Thoughts on politics and life from a liberal perspective

Sunday, 5 April 2009

If I hear "It was within the rules" one more time...

If I hear the phrase "It was within the rules" one more time I may have to damage something. Hard. The continuing revelations about MPs allowances and expenses has now made me understand what Mr Eugenides means when he says he is "trying to hold back the rage".

The latest senior MP to have been caught enriching himself at the taxpayer's expense is Geoff "Buff" Hoon. Predictably his defence is that what he did was within the rules.

When will these people understand that we have now reached the point where the rules are so widely despised that use of this phrase is tantamount to sticking two fingers up to the rest of us? Any rules that allow public servants to make tens of thousands of pounds of captial gains profit from public money are rotten.

To Eric Pickles credit, he has now recognised that his pathetic attempt to justify MPs second homes was wrong and he has now changed his view.

Just to clarify my view on this, WE DO NOT NEED YET MORE INQURIES. What we need is for the rules to be changed right now to stop politicians from shafting the tax payer. Here are a few suggestions to go into the pot (I have mentioned some of these previously):

1) MPs researchers and assistants should be paid for directly by the state. There should be monitoring of this to be sure that this is done fairly (e.g. MPs with a particularly "busy" constituency may need more help than some others). The jobs should be given to the best candidate in an open process, not necessarily given to wives, children, friends etc. unless they happen to be the best qualified.

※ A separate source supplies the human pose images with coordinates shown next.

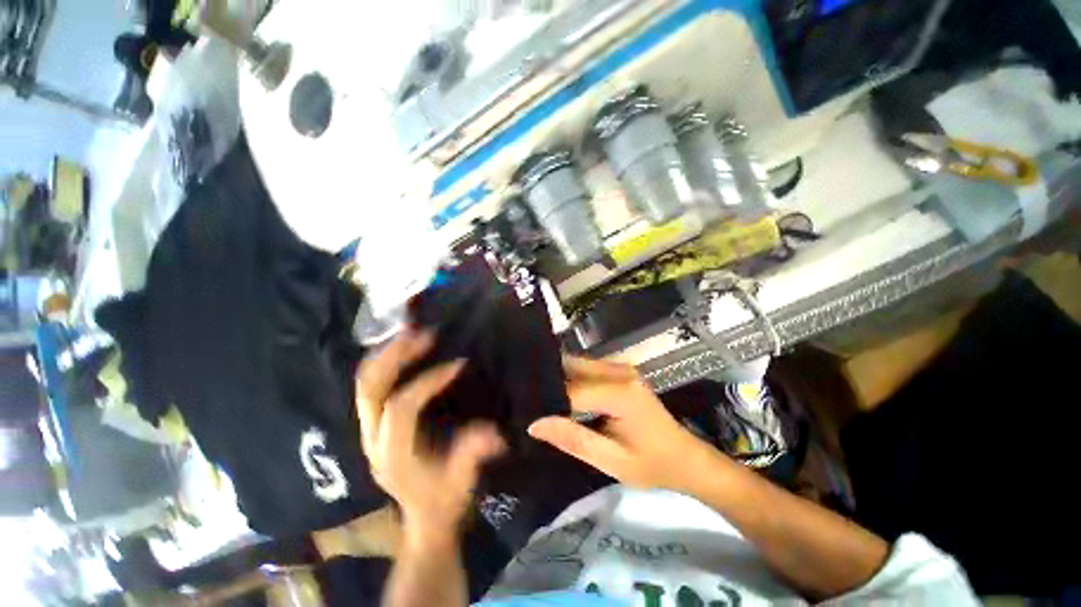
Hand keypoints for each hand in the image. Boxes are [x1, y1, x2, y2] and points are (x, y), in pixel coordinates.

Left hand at [356, 329, 505, 546]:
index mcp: (394, 454)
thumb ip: (473, 455)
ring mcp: (368, 430)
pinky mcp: (373, 423)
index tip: (458, 364)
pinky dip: (385, 361)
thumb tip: (494, 432)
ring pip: (365, 383)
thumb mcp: (463, 481)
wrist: (424, 519)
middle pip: (371, 388)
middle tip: (424, 333)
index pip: (401, 407)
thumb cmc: (445, 499)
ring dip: (388, 353)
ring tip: (412, 330)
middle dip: (396, 356)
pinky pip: (371, 385)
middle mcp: (373, 439)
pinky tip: (403, 346)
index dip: (428, 381)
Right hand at [528, 357, 721, 492]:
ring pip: (578, 365)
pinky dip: (572, 379)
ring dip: (559, 378)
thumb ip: (572, 439)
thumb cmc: (652, 465)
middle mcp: (619, 371)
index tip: (523, 408)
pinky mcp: (620, 371)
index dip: (547, 399)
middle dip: (548, 380)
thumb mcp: (611, 460)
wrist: (686, 458)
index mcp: (620, 392)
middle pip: (573, 367)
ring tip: (536, 395)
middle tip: (524, 397)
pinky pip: (587, 369)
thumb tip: (534, 424)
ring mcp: (621, 368)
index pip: (571, 390)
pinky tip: (559, 393)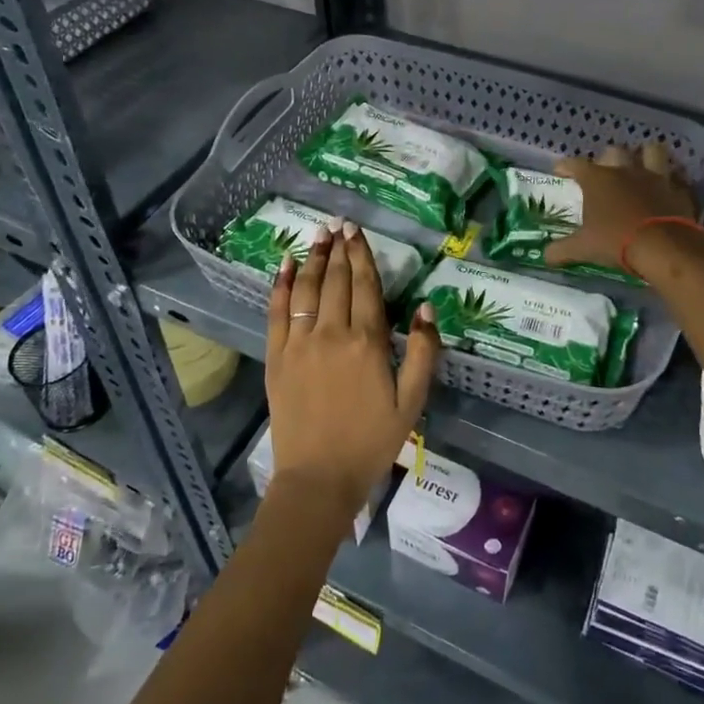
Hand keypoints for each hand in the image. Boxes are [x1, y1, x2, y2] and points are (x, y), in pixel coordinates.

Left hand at [265, 223, 441, 516]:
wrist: (319, 478)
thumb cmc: (372, 441)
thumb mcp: (412, 402)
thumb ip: (423, 352)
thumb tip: (426, 306)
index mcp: (367, 342)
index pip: (365, 286)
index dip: (362, 256)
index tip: (358, 232)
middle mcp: (331, 333)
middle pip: (336, 281)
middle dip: (339, 250)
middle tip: (339, 224)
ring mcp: (300, 343)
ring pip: (307, 290)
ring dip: (314, 259)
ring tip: (317, 235)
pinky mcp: (277, 357)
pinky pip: (278, 312)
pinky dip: (282, 286)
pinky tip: (286, 266)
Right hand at [545, 143, 702, 272]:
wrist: (664, 248)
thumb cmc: (616, 242)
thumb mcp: (583, 249)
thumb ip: (561, 250)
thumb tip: (545, 256)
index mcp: (598, 180)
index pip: (575, 164)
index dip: (565, 165)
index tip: (560, 170)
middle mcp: (625, 171)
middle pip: (614, 151)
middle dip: (607, 158)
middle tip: (604, 171)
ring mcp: (655, 177)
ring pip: (652, 151)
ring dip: (646, 155)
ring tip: (642, 165)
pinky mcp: (678, 189)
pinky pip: (676, 177)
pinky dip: (671, 180)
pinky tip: (668, 189)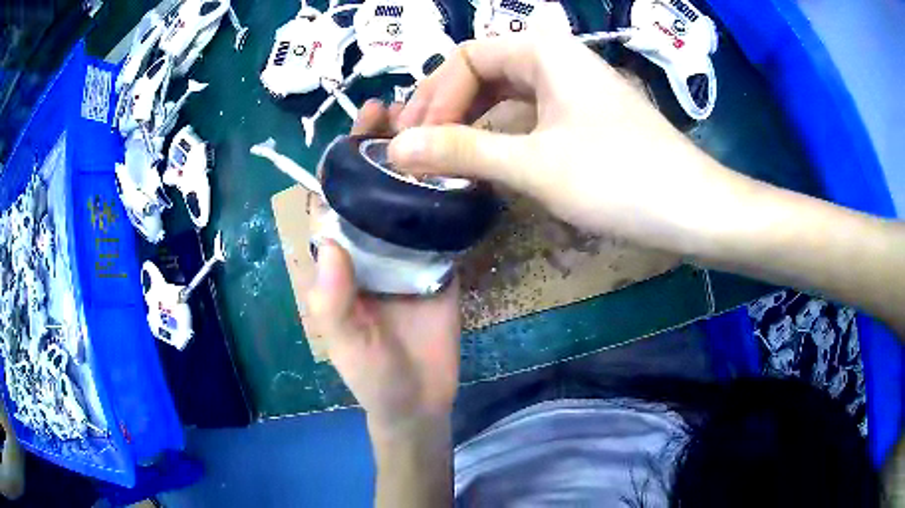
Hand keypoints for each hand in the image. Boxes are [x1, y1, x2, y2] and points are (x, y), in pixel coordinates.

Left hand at [306, 101, 460, 434]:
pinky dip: (445, 192)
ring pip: (403, 199)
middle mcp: (367, 249)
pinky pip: (438, 222)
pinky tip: (457, 161)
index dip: (338, 165)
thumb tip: (328, 243)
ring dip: (412, 161)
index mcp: (337, 263)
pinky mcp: (438, 261)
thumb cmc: (374, 377)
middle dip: (377, 149)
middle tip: (396, 108)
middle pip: (368, 190)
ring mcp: (404, 253)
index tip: (355, 128)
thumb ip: (334, 301)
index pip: (330, 204)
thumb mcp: (348, 344)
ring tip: (429, 122)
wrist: (421, 398)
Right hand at [389, 36, 730, 253]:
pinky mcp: (584, 120)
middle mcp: (556, 61)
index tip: (413, 141)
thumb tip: (396, 149)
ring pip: (505, 96)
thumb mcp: (534, 164)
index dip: (434, 97)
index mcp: (542, 51)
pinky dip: (500, 136)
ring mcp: (572, 91)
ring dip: (471, 123)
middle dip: (446, 107)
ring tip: (443, 158)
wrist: (695, 210)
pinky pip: (528, 117)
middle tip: (418, 149)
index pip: (466, 59)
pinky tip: (486, 161)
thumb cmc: (620, 178)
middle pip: (483, 73)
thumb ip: (462, 151)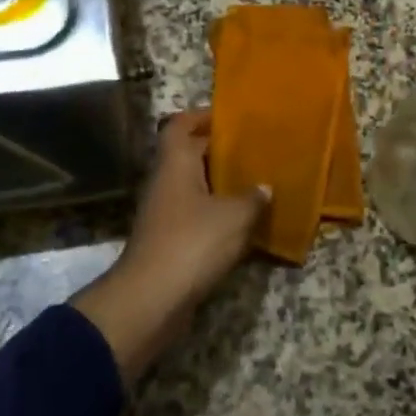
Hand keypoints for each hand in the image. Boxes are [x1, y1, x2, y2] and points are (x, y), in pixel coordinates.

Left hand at [72, 109, 269, 382]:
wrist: (151, 299)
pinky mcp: (168, 240)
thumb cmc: (193, 243)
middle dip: (218, 151)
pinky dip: (215, 213)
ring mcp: (164, 212)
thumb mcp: (234, 217)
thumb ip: (252, 198)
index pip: (181, 125)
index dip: (202, 116)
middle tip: (253, 150)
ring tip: (254, 183)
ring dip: (219, 184)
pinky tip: (242, 222)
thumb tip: (264, 187)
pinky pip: (194, 214)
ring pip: (193, 186)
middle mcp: (165, 182)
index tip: (229, 118)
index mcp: (175, 163)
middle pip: (188, 154)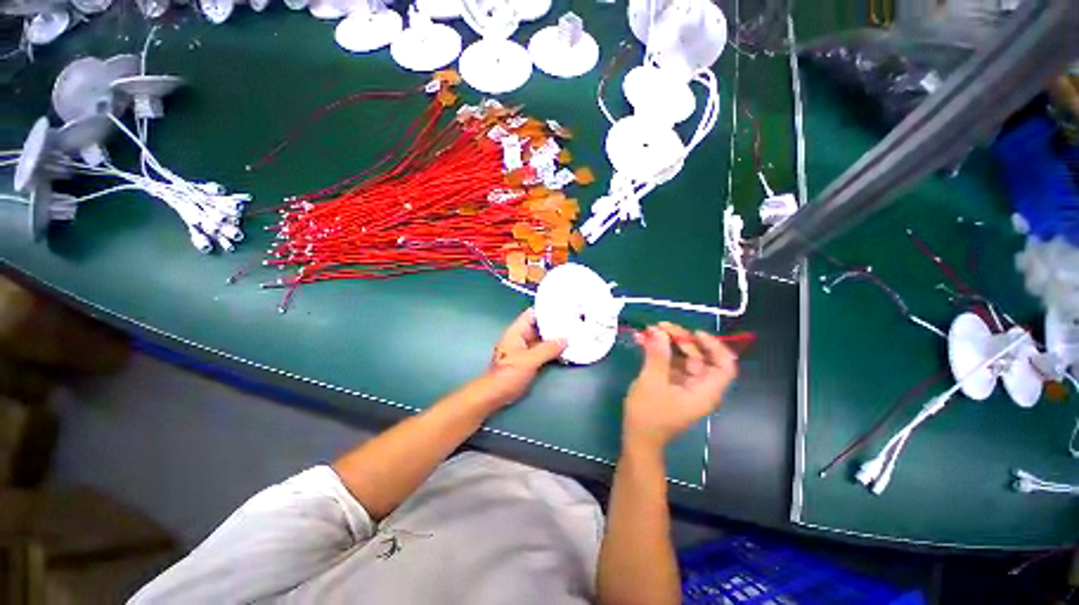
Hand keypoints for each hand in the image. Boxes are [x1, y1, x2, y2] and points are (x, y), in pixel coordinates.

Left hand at [482, 308, 566, 406]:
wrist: (494, 395)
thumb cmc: (508, 374)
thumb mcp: (530, 360)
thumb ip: (548, 348)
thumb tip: (565, 339)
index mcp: (517, 331)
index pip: (532, 314)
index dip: (547, 310)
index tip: (564, 310)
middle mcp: (520, 337)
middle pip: (539, 326)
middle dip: (554, 325)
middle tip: (573, 323)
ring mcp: (524, 349)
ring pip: (541, 339)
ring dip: (554, 338)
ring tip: (573, 334)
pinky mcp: (527, 360)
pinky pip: (542, 350)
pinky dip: (552, 349)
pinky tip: (565, 350)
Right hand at [623, 322, 737, 450]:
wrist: (637, 438)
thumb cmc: (648, 415)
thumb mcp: (651, 382)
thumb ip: (657, 355)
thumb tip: (658, 331)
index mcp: (704, 391)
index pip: (724, 366)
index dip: (714, 346)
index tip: (694, 333)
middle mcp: (699, 387)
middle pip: (699, 357)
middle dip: (681, 339)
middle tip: (660, 326)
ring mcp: (684, 385)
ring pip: (682, 357)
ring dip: (666, 343)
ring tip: (648, 330)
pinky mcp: (671, 384)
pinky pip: (669, 363)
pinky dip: (657, 352)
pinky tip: (641, 340)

2) The state could purchase (or build, or adapt one or more of its existing buildings) into a large accomodation block for MPs. They would be able to use their flat within this to live in when they needed to be in London and it could operate like a military baracks or halls of residence whereby meals etc. were provided, thus allowing them to concentrate on the busy job in hand that they have. The flats would be furnished to a reasonable standard already. There would be no need to provide money to them for accomodation and they would not realise any capital gains in the end as the property would revert to the state. I understand there are practical problems with this but with the political will they could be overcome. I see that Irfan Ahmed is also floating this idea and there is a No 10 petition for it.

3) MPs would still be given expenses for things like travel to and from their constituency etc. but all receipts will need to be kept and they would need to put in a expense claim which if necessary may require justifcation like us mere mortals have to.

4) If my suggestion 2 is not followed, and property can still be claimed on, then any captial gains that acrue on property that has claims made by politicians as part of their allowances must be repaid to the exchequer on sale of the property.

5) No pay rises for MPs to compensate for any reduction or modification to the allowances regime. If MPs are worried that there is public disquiet at the moment, just let them try this. Then they will find out the true meaning of the word disquiet.

1 comment:

Richard T said...

But Mr Pickles has neither confirmed he'll cease to claim not to pay anything back has he? Cheap repentance I think.